Barzilai and Golany [20] present an example in which those pairwise comparison matrices are not cardinally consistent. They find that the rank reversal problem persists. An algorithm applied to a cardinally inconsistent pairwise comparison matrix can yield a priority vector. The priority vector induces a cardinally consistent pairwise comparison matrix, which is understood as an approximation of the cardinally inconsistent one.

These mean that the rank reversal problem can be complicated. We should approach the problem under various sets of assumptions, instead of dreaming of accomplishing the whole task in one stroke.

2.2. Four Steps Arising from the Usual AHP

It can be easily observed that there are four steps leading to an aggregate priority vector using the usual AHP framework [12] (see Figure 1). When a new option is added, the previous four steps can be repeated to produce an augmented priority vector.
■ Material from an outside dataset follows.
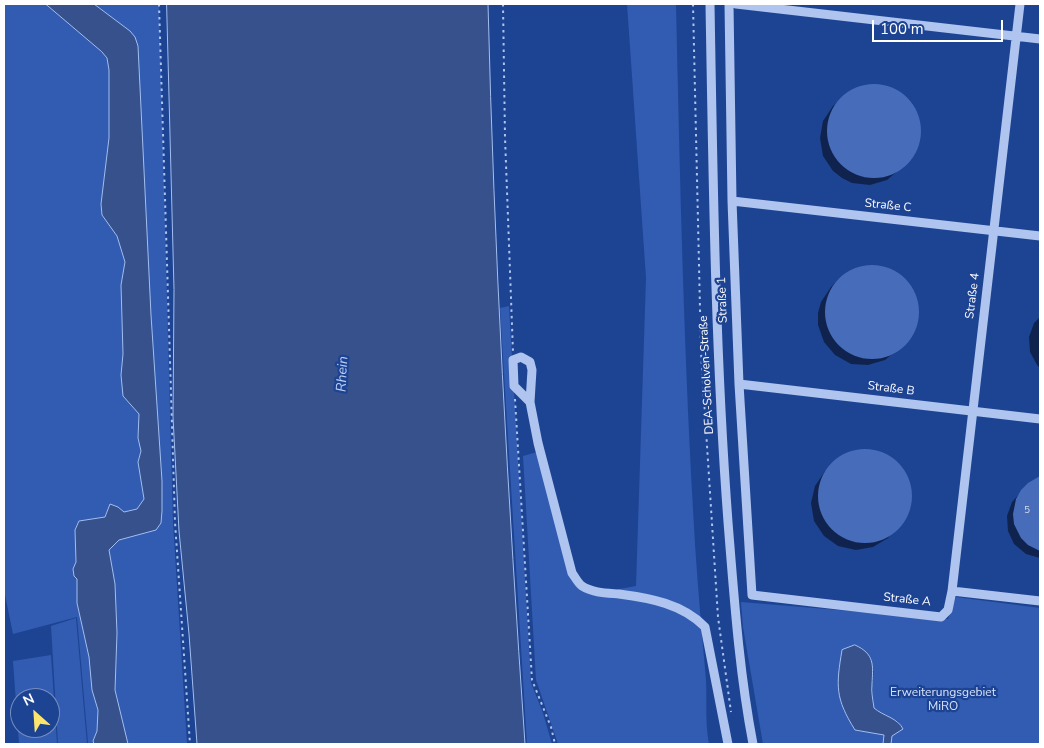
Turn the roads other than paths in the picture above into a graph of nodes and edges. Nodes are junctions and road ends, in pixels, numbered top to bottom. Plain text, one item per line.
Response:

As a matter of fact, an observation of rank reversal is possibly related to each of these four steps. Firstly, the ranks are directly generated from an aggregate priority vector and an augmented priority vector. Secondly, the other three steps have direct or indirect impacts on the two aggregate priority vectors, and consequently, have indirect impacts on the rank reversal problem.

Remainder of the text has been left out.